In 2008, when he was hosting "The Right Balance" radio show on the Rhode Island-based Accent Radio Network, Johnson argued that some black people are anti-Semitic because they are jealous of Jewish people.

"I think one of the reasons why is because Jewish people from their coming to America in great waves in the early part of the 1800s immediately rolled up their sleeves and began to work so hard and applied themselves to education and other means of improvement and other means of climbing the, I hate this phrase, but the social ladder if you will," Johnson said. "And they have done exceptionally well for themselves. For only representing about 1.4 percent of America's population, they make up 12 percent of America's millionaires. Why? Because they work."

Johnson added that the success of Jewish-Americans is "an indictment of America's black community that has turned America's major cities into slums because of laziness, drug use and sexual promiscuity."
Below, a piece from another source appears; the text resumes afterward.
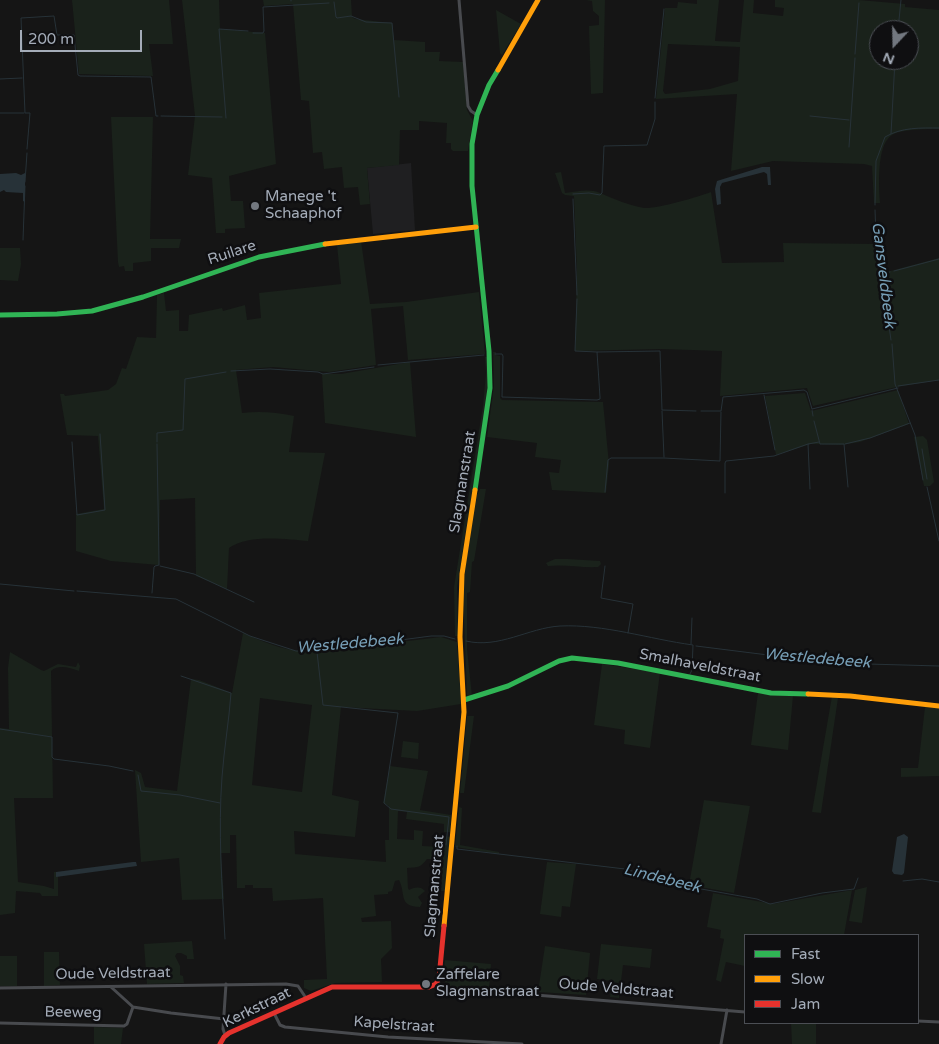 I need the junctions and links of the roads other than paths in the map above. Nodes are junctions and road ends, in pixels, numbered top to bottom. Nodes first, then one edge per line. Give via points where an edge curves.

During an appearance on the Iowa radio show "Mickelson in the Morning," Johnson also said that "all that Islam has ever given us is oil and dead bodies over the last millennia and a half."

The DHS Center for Faith-Based & Neighborhood Partnerships was launched in 2006 after Hurricanes Katrina, Rita and Wilma.

According to the agency, the center exists to "engage a broader cross-section of faith and community-based organizations in all stages of the disaster sequence" and works with the White House Office of Faith-Based and Neighborhood Partnerships, DHS and the Federal Emergency Management Agency to help faith-based communities in the areas of "hazards preparedness; emergency and disaster response and recovery; and human trafficking."

Before his resignation, Johnson issued a public apology shared with CNN.

"I have and will continue to work with leaders and members of all faiths as we jointly look to strengthen our safety and security as an interfaith community. Having witnessed leaders from the entire faith spectrum work to empower their communities I now see things much differently," Johnson said. "I regret the manner in which those thoughts were expressed in the past, but can say unequivocally that they do not represent my views personally or professionally."

According to his LinkedIn page, Johnson served as the vice president for the nondenominational Christian nonprofit World-Wide Missions from 2005 to 2016 before becoming the Iowa coalitions director for President Donald Trump's 2016 presidential campaign.